(Source material)

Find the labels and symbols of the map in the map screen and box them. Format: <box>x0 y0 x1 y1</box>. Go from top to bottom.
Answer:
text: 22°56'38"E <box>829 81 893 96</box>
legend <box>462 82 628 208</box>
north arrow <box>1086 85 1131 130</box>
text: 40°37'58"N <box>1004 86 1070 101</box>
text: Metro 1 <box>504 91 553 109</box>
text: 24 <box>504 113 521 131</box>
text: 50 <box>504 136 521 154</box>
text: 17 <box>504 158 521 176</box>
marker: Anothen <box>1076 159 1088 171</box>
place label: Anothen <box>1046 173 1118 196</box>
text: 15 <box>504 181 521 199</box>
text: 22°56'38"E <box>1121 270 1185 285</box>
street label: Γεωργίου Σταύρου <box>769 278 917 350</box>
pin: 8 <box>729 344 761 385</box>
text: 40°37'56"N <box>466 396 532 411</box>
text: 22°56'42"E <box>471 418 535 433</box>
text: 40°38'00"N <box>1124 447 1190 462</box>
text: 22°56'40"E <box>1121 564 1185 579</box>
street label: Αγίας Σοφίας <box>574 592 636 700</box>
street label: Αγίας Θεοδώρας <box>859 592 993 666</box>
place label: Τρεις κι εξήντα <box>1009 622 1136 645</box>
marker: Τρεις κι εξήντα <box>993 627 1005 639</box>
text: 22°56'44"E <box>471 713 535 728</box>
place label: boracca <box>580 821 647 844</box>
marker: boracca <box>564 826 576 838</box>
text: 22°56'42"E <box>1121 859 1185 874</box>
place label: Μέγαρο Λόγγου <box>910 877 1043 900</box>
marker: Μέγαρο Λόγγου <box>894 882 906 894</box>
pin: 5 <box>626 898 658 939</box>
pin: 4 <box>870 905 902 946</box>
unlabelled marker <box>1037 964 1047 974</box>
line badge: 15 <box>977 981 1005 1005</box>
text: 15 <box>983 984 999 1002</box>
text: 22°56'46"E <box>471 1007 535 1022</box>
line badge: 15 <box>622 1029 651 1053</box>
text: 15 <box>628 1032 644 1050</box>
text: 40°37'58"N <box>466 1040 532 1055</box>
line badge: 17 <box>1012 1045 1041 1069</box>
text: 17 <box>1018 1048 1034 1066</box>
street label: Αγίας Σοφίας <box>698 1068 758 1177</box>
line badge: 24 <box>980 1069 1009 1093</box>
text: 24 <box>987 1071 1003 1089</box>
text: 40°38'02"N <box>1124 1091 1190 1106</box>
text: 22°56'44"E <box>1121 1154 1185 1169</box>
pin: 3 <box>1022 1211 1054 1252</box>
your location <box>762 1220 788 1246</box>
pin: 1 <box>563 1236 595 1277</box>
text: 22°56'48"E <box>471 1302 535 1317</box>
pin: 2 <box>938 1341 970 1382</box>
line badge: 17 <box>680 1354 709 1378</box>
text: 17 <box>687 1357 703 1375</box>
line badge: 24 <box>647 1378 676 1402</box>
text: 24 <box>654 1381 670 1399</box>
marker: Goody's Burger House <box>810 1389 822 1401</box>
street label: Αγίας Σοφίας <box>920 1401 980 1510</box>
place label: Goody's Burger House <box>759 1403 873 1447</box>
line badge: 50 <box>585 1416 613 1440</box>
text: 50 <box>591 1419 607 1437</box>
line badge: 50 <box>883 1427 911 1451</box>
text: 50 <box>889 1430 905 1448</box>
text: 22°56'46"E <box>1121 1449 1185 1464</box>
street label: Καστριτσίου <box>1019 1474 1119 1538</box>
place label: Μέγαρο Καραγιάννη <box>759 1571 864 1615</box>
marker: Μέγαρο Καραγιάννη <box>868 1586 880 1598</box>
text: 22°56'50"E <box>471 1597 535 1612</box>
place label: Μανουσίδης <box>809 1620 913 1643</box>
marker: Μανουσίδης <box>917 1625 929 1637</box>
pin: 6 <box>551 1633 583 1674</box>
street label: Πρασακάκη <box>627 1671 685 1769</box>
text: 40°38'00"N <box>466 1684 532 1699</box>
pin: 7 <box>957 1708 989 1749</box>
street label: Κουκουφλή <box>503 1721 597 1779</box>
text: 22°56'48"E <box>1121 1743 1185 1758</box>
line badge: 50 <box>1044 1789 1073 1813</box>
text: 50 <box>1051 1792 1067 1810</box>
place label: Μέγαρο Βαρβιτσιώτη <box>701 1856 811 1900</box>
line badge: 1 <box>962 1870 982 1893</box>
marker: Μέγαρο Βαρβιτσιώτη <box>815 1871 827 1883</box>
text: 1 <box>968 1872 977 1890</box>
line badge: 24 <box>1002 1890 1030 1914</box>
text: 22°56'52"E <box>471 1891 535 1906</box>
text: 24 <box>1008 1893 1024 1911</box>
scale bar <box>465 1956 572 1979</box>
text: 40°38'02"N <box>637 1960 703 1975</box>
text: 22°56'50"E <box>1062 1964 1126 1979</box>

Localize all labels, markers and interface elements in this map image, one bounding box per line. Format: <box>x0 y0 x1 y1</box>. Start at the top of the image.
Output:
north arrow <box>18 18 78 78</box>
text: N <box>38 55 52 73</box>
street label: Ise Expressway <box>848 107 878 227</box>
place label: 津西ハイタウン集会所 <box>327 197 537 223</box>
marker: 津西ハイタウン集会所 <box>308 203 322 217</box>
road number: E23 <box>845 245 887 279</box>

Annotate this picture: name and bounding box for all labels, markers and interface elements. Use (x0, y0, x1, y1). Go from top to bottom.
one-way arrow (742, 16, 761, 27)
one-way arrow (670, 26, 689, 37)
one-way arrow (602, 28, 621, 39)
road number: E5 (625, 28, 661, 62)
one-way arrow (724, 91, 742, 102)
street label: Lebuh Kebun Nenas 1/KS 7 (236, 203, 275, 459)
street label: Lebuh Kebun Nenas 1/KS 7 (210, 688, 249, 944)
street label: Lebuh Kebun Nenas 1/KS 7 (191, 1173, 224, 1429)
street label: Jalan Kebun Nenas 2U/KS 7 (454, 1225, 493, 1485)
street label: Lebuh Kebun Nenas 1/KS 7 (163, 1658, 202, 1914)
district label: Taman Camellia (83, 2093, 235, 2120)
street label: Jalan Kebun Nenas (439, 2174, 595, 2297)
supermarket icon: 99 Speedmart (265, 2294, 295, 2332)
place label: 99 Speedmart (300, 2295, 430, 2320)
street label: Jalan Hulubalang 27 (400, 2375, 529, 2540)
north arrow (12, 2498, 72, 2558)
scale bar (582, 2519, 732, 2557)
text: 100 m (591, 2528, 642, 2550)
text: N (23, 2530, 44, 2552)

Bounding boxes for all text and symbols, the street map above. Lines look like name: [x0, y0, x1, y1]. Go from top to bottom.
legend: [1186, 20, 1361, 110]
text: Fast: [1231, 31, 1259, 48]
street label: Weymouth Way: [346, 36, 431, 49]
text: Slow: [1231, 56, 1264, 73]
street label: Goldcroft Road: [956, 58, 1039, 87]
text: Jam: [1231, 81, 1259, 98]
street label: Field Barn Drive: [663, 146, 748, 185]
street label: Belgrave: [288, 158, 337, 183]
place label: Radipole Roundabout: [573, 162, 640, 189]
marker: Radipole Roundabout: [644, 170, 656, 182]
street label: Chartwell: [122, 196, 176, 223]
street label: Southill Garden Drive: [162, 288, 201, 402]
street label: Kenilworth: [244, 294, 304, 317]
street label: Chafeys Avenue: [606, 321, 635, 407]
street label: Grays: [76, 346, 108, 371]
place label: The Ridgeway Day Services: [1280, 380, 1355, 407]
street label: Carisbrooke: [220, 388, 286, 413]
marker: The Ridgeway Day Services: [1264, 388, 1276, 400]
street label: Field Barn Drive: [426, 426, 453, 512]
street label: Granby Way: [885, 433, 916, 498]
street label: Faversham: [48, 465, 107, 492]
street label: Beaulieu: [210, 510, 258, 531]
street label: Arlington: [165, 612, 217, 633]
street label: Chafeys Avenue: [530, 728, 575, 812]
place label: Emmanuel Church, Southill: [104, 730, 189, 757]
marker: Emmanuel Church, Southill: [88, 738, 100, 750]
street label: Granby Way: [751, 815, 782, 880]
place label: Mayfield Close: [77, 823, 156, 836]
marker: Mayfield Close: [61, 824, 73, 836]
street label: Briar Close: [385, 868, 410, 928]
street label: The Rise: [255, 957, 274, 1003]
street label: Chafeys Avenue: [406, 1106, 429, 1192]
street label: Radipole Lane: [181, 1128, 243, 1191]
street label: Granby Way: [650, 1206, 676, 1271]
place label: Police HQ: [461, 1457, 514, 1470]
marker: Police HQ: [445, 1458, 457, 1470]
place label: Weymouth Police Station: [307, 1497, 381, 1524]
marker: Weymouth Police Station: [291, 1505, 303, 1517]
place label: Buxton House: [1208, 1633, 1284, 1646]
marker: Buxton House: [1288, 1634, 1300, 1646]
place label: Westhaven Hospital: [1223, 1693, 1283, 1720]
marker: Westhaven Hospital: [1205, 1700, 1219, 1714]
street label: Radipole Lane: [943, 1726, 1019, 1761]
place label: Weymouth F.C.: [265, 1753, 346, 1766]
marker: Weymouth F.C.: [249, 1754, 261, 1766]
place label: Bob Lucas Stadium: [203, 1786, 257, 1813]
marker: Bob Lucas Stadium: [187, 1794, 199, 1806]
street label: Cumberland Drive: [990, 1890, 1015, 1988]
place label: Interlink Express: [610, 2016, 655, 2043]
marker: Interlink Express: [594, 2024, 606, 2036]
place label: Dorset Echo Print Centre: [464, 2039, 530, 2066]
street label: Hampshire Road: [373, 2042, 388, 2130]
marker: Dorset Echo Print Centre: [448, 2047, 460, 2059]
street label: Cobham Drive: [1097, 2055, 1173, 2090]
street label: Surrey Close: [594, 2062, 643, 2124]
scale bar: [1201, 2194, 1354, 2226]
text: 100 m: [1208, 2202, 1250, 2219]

(End Source material)

Select every line in the material above where the string "Anothen" occurs, and copy it.

*Exercise answer*.
marker: Anothen <box>1076 159 1088 171</box>
place label: Anothen <box>1046 173 1118 196</box>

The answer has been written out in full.